Let's assume that there are $K$ edge nodes in the federated network. For the cohorts available at node $k$, we assume that $N_{1,k}$ patients have recieved the treatment, and that $N_{0,k}$ are untreated. For each patient $i$ at node $k$ we denote the measured lab value by $X_{i,k}$ and the treatment status by $Y_{i,k}$.

Alice wants to know the global average and variance for both cohorts so that she examine the hypothesis that the treatment is effective with statistical significans. That is, she wants to calculate, 

$$
\mu_0 = \mathrm{E}(X|Y=0),\quad \sigma_0^2 = \mathrm{Var}(X|Y=0) 
$$
$$
\mu_1 = \mathrm{E}(X|Y=1),\quad \sigma_1^2 = \mathrm{Var}(X|Y=1) 
$$

that is, the mean and variance for each cohort. She can estimate the above quantities for the patient data ditributed over the edge nodes by using secure multiparty computation based on homomorphic encryption.
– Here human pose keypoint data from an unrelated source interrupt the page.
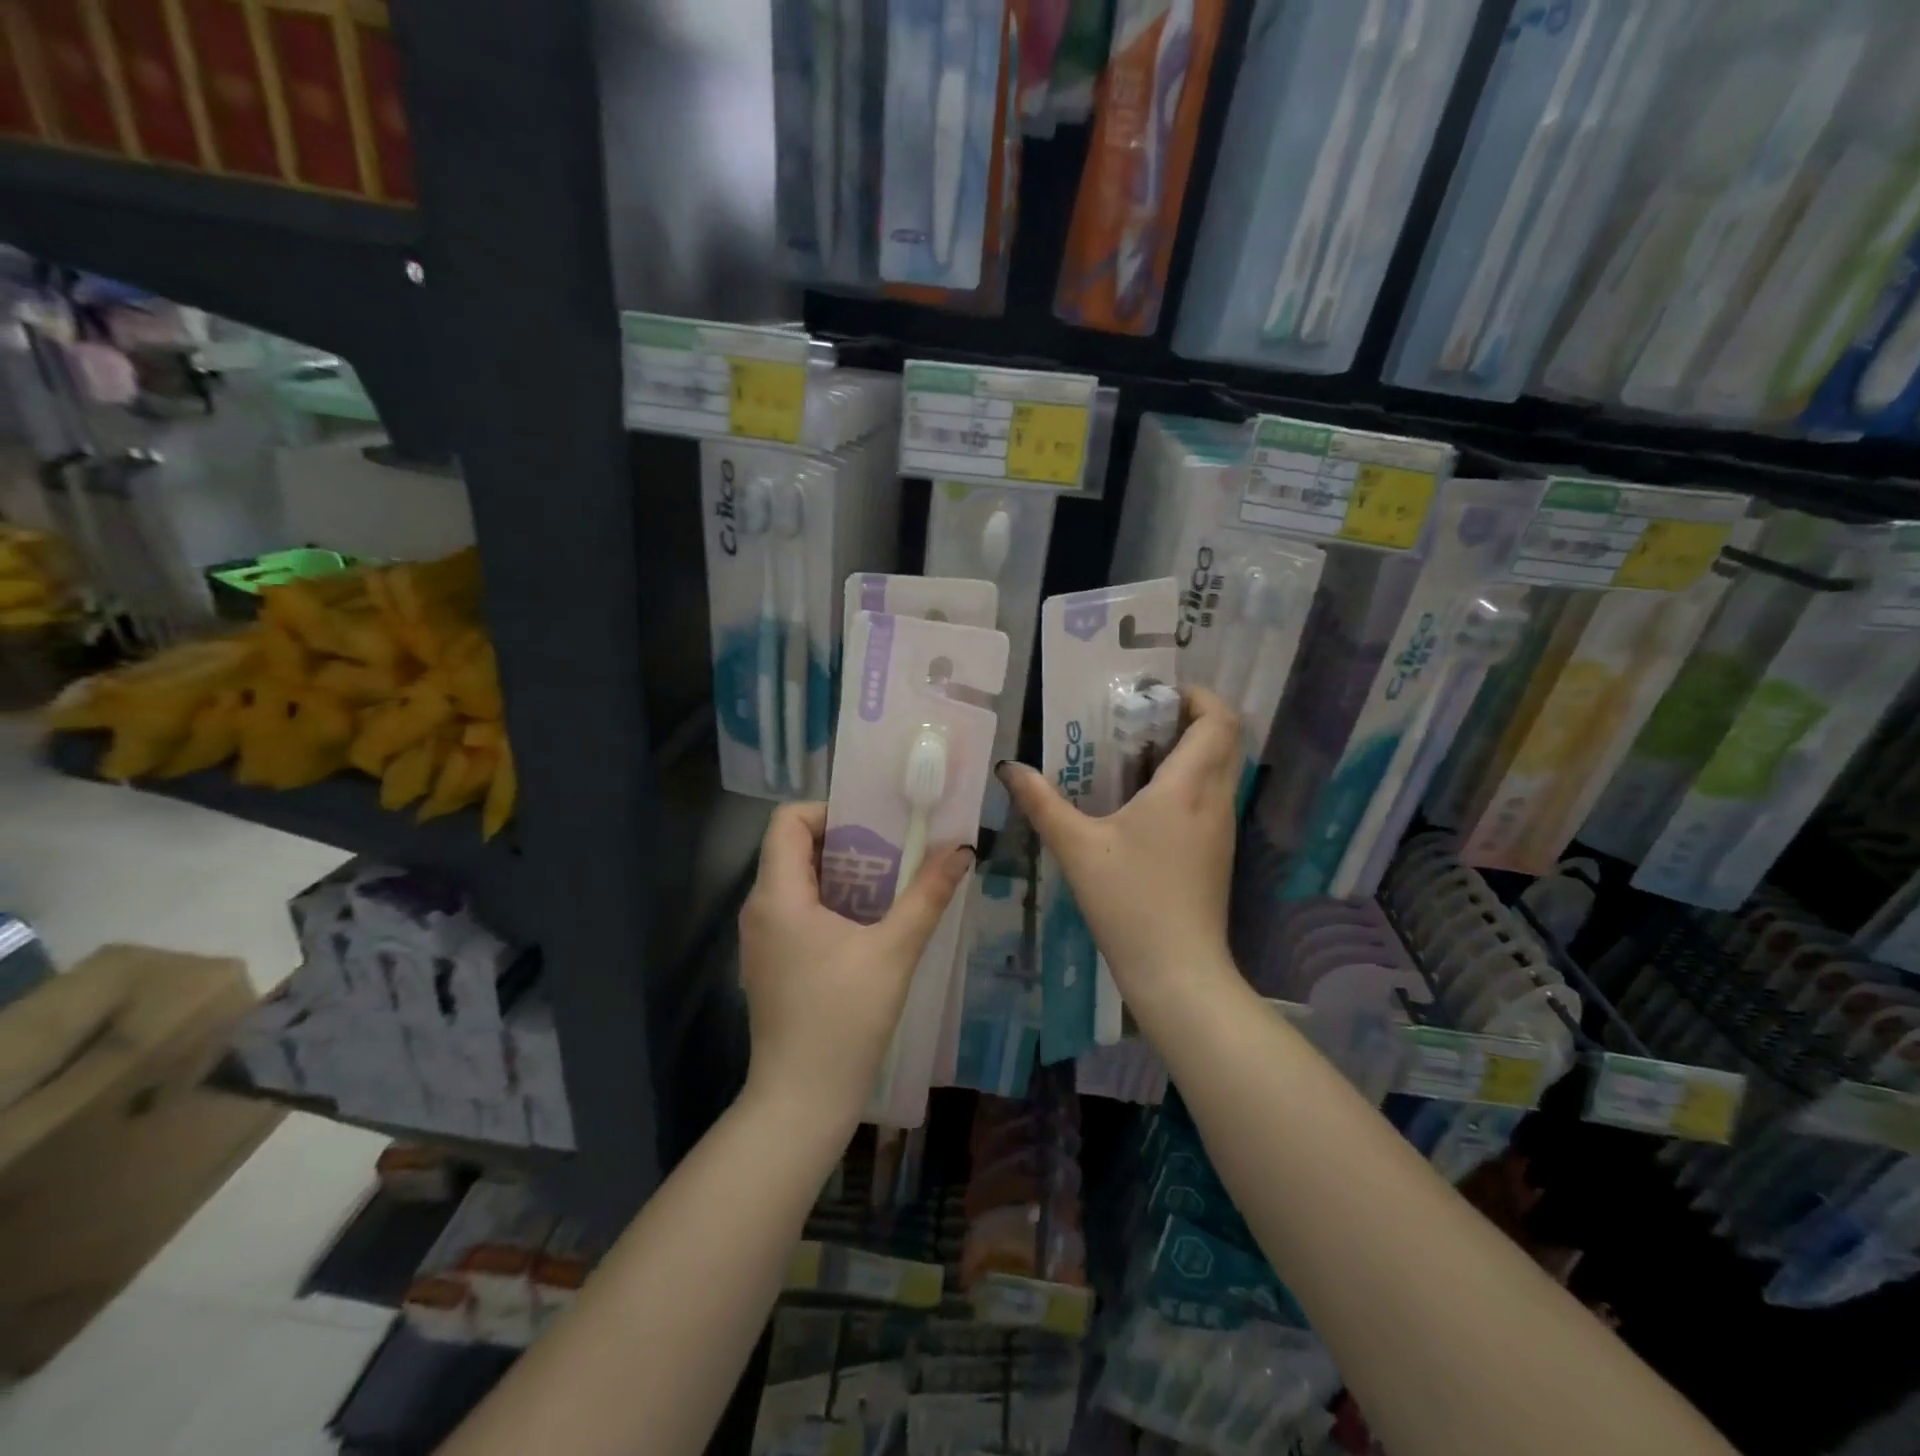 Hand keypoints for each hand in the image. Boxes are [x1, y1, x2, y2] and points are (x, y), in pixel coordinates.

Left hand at [737, 802, 972, 1131]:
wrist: (802, 1100)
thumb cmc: (844, 1019)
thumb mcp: (894, 951)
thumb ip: (927, 895)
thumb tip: (962, 850)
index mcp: (778, 896)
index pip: (788, 820)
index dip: (829, 812)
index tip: (874, 827)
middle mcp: (760, 909)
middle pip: (794, 848)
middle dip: (847, 843)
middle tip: (894, 853)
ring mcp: (761, 939)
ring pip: (798, 881)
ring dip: (842, 875)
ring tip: (889, 885)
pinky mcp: (771, 963)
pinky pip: (797, 911)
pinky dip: (831, 903)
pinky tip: (868, 925)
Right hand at [1000, 686, 1241, 1012]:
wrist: (1178, 972)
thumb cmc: (1130, 902)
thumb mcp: (1077, 848)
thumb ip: (1042, 803)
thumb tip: (1010, 768)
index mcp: (1187, 788)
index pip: (1218, 721)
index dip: (1198, 696)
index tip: (1157, 694)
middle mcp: (1214, 800)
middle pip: (1226, 739)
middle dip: (1192, 717)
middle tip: (1142, 719)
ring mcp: (1222, 828)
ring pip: (1221, 768)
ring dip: (1191, 749)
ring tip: (1138, 754)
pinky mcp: (1218, 852)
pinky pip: (1212, 796)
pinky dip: (1190, 780)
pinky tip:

Alice assumes the data is random, independent and normally distributed so she define sample mean and sample variance as
$$ 
\bar{X}_y = \mathrm{mean}(X|Y=y) = \frac{1}{n_y}\sum_i^{n_y}{x_{i,y}} 
$$
$$ 
\bar{S}^2_y = \mathrm{var}(X|Y=y)  = \frac{1}{n_y}\sum_i^{n_y}{( x_{i,y} - \bar{X}_y)^2 } 
$$

When calculating the variance each node needs to know the calculated mean.

Instead of calulating the mean and it sending back and do multiple roundtrips in the Sardin framework to calculate the variance, Alice expands the variance formula
 $$
 \frac{1}{n}\sum_i^n{( x_i - \bar{X})^2 } =
 $$
  $$ = \frac{1}{n}\sum_i^n{x_i}^2 - 2\cdot \bar{X} \cdot \frac{1}{n}\sum_i^n{x_i} + \bar{X}^2\frac{1}{n}\sum_i^n{1} = 
  $$
$$ = \frac{1}{n}\sum_i^n{x_i^2} - \bar{X}^2 
$$
For unbiased variance
$$ S^2  = \frac{1}{n-1}\sum_i^n{x_i^2} - \frac{n}{n-1}\bar{X}^2 
  $$

To calculate the mean and variance we need to aggregate 3 variables, the number of observations (patients), the variable, and the square of the variable 
$$\{n_y, \ x_{i,y}, \ x_{i,y}^2\}$$

### Prerequisites 

In [1]:
!pip install tenseal numpy scipy

Defaulting to user installation because normal site-packages is not writeable
Collecting tenseal
  Downloading tenseal-0.3.14-cp37-cp37m-manylinux_2_17_x86_64.manylinux2014_x86_64.whl (4.9 MB)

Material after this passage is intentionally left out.